Entre colère et témoignages accablants, reste l'espoir, à condition que
les démocraties ne les oublient pas.
ROISSY bruit de la rencontre d'une trentaine de femmes
américaines, algériennes, espagnoles et françaises débordantes d'activité
et de ferveur militante pour soutenir le combat des femmes en Afghanistan.
Il y a aussi des Afghanes venues des pays où elles ont dû s'exiler pour
avoir le simple droit de vivre dans la liberté. J'y retrouve mes amies,
Khalida Messaoudi, la militante algérienne, Shoukria Haïdar, la responsable
de Negar (organisation de soutien des Afghanes en France) ainsi que Patricia
Lalonde, cheville ouvrière de « Femmes en Marche pour l'Afghanistan ».

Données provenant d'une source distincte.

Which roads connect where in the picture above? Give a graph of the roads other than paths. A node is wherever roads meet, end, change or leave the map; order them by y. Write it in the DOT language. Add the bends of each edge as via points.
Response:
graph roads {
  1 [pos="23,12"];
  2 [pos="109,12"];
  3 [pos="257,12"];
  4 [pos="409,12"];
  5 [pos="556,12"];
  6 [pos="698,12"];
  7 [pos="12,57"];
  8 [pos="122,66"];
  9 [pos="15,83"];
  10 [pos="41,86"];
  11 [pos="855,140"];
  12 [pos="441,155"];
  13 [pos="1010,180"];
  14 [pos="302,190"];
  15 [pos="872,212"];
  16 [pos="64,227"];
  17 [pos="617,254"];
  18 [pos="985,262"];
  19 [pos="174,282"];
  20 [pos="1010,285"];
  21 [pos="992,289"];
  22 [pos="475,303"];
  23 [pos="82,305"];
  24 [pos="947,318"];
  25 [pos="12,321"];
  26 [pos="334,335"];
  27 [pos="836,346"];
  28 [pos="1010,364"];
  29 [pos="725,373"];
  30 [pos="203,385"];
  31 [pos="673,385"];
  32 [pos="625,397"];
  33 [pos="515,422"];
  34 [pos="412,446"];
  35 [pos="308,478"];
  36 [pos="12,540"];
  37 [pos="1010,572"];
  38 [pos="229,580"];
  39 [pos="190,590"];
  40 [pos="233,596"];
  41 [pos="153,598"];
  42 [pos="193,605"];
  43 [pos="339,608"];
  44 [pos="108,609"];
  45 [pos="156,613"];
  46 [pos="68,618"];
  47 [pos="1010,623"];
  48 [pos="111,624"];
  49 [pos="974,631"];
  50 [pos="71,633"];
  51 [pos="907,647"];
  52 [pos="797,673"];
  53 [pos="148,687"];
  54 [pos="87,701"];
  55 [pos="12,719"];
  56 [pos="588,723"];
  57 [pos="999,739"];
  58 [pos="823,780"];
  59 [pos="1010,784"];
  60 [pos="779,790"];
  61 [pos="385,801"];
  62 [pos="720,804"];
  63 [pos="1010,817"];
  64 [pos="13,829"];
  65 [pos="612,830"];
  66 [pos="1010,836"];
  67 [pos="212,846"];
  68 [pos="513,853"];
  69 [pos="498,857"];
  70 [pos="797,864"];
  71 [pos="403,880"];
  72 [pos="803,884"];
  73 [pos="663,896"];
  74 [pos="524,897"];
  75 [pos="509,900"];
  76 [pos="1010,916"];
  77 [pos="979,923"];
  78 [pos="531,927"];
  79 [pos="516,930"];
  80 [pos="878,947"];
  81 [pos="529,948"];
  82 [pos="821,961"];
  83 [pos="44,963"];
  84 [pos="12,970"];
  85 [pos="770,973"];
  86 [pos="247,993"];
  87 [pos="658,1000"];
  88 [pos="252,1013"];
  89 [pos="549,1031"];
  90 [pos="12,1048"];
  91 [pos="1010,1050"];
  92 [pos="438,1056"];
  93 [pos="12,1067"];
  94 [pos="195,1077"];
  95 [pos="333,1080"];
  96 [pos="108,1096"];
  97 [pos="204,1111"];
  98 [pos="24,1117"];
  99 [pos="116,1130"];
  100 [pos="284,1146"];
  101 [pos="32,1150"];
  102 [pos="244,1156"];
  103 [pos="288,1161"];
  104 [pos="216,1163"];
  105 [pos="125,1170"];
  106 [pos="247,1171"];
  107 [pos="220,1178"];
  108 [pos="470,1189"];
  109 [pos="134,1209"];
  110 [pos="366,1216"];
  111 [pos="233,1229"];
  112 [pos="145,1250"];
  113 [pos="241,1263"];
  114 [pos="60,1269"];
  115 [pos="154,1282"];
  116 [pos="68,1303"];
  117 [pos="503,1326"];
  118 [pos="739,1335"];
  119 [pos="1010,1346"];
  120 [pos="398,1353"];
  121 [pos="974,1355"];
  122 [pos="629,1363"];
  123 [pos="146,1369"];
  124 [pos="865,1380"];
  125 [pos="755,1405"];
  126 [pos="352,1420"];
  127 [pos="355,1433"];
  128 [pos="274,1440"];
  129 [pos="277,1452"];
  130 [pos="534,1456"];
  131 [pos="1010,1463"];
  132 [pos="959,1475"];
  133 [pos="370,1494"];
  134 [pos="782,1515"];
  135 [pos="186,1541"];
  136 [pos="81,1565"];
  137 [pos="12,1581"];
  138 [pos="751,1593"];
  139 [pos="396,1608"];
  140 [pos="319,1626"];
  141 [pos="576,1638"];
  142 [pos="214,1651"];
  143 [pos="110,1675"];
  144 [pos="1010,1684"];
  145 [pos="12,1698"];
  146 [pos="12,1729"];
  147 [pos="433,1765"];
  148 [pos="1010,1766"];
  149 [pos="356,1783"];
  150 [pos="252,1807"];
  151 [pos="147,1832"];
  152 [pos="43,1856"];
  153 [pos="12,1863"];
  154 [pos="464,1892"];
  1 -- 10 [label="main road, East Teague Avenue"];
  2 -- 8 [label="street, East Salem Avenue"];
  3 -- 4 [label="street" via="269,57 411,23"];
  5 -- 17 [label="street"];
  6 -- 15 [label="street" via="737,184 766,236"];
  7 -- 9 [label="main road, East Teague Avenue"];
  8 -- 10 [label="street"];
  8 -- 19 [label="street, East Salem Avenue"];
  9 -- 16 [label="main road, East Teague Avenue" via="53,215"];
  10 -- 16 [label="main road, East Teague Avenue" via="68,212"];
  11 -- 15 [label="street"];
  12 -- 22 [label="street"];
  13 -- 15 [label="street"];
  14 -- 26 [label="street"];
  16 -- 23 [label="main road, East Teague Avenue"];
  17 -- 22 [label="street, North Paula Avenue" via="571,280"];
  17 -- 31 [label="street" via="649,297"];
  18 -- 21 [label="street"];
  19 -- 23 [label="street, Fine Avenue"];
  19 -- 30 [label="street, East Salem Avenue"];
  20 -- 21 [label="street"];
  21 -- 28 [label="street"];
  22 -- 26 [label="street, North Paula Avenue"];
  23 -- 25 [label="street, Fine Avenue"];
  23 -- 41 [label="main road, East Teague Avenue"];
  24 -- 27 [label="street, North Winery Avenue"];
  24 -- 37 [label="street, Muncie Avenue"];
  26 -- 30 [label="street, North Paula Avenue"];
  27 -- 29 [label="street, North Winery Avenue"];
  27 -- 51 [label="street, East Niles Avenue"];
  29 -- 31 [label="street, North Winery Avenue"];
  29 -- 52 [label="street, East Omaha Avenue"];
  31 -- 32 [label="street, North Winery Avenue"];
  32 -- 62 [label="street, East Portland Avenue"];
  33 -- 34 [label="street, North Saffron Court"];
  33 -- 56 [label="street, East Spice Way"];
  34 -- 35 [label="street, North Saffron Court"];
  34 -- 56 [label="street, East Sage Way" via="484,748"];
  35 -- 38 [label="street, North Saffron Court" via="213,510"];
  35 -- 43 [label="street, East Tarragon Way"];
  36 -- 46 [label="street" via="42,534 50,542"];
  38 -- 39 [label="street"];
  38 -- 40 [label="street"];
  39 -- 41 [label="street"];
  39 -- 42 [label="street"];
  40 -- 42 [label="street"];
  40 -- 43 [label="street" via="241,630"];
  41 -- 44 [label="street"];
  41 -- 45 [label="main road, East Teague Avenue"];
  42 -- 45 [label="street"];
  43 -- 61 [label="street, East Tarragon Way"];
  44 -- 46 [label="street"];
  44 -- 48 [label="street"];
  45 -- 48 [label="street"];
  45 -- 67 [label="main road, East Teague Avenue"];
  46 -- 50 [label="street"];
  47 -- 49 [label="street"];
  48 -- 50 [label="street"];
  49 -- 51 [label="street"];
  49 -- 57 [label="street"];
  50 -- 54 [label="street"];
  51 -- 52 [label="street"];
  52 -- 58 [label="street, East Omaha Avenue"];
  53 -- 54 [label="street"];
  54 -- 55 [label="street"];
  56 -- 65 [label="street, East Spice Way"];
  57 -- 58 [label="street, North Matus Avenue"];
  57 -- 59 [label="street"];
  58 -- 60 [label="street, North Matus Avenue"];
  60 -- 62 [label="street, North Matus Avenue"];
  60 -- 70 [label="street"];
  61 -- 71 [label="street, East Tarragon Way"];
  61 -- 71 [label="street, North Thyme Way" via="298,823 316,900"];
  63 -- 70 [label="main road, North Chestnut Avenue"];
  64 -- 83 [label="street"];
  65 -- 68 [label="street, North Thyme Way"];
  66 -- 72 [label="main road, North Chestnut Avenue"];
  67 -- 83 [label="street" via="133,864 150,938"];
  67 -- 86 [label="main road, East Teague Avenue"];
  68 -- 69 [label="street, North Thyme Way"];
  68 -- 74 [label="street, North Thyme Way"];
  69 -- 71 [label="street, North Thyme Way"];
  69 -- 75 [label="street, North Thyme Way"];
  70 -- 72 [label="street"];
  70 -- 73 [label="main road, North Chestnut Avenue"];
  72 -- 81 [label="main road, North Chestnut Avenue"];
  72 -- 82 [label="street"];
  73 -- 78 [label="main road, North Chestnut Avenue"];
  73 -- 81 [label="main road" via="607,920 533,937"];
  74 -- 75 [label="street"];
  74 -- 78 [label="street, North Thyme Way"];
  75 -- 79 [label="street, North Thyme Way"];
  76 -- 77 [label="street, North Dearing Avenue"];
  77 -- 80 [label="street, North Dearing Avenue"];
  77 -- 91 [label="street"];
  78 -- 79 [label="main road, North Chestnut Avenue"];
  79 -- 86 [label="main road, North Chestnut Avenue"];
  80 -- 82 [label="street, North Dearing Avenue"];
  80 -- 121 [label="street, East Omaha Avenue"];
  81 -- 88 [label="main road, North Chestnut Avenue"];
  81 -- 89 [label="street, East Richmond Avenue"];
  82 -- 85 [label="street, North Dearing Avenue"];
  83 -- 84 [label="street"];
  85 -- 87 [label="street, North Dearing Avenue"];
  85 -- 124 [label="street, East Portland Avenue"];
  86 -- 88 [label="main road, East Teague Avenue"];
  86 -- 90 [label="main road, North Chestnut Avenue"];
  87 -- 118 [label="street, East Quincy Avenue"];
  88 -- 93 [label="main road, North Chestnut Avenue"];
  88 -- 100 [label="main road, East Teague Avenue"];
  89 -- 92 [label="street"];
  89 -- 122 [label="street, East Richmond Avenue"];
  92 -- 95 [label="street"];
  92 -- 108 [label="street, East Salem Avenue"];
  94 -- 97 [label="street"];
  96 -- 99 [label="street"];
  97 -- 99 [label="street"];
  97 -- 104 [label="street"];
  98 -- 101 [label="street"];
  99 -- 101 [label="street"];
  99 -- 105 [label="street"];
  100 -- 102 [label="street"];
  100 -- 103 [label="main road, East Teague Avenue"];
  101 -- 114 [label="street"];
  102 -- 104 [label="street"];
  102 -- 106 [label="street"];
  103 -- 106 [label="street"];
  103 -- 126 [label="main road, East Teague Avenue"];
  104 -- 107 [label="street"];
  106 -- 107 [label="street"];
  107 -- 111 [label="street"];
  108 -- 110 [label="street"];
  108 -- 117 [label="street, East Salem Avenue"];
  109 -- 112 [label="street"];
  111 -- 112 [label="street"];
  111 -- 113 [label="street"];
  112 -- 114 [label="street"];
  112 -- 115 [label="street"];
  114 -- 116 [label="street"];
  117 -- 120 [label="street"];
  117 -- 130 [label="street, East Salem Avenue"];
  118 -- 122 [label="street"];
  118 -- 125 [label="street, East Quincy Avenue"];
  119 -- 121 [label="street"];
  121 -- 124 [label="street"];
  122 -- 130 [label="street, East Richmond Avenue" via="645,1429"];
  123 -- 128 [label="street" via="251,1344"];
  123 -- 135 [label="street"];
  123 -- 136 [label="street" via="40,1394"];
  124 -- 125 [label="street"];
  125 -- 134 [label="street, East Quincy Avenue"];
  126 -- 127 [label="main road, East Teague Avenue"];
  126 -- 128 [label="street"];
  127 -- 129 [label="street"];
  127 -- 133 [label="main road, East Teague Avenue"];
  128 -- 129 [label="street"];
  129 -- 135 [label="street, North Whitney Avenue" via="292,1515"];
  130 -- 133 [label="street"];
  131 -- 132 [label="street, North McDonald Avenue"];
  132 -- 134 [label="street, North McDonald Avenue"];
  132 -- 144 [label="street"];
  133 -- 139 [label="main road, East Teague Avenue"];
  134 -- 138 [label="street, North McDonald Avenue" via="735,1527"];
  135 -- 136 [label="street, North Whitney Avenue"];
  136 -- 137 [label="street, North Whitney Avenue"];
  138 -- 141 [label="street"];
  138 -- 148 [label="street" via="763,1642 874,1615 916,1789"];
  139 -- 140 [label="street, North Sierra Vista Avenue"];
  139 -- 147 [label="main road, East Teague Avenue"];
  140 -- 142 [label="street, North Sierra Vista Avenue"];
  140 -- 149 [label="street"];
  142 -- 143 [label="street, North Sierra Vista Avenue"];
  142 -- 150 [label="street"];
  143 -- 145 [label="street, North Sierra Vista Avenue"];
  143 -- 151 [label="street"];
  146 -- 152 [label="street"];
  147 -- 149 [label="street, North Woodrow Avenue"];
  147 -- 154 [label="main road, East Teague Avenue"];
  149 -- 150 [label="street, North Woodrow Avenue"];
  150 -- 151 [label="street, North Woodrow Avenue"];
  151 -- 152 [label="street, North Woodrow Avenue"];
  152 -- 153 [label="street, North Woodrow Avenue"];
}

Décidément, avec des femmes de cette trempe, un homme peut être de ce
voyage ! Un Tupolev nous pose en Russie. Une nuit moscovite feutrée par
le glissement de la Moskova sous la place rouge assure la coupure avec
la lointaine Europe. Le lendemain, Tadjik Airlines nous accueille. Encore
un Tupolev avec un repas servi... sans alcool. Je pénètre dans le monde
musulman. Amical, mon voisin tadjik me sert un cognac, versé dune bouteille
frauduleuse. J'entre dans le pays des paradoxes. Duchanbé, la capitale
du Tadjikistan, somnole au soleil : le décalage horaire nous fait gagner
trois heures. Le tarmac tadjik est surchauffé. A la sortie de l'aérodrome
une foule nous attend les bras chargés de roses. Des enfants afghans en
costume coutumier nous font une haie amicale. Les Afghanes exilées retrouvent
leur famille : un visage connu, une silhouette espérée. L'émotion apporte
les larmes de joie. Les Européens éprouvent un bizarre sentiment de voyeurisme.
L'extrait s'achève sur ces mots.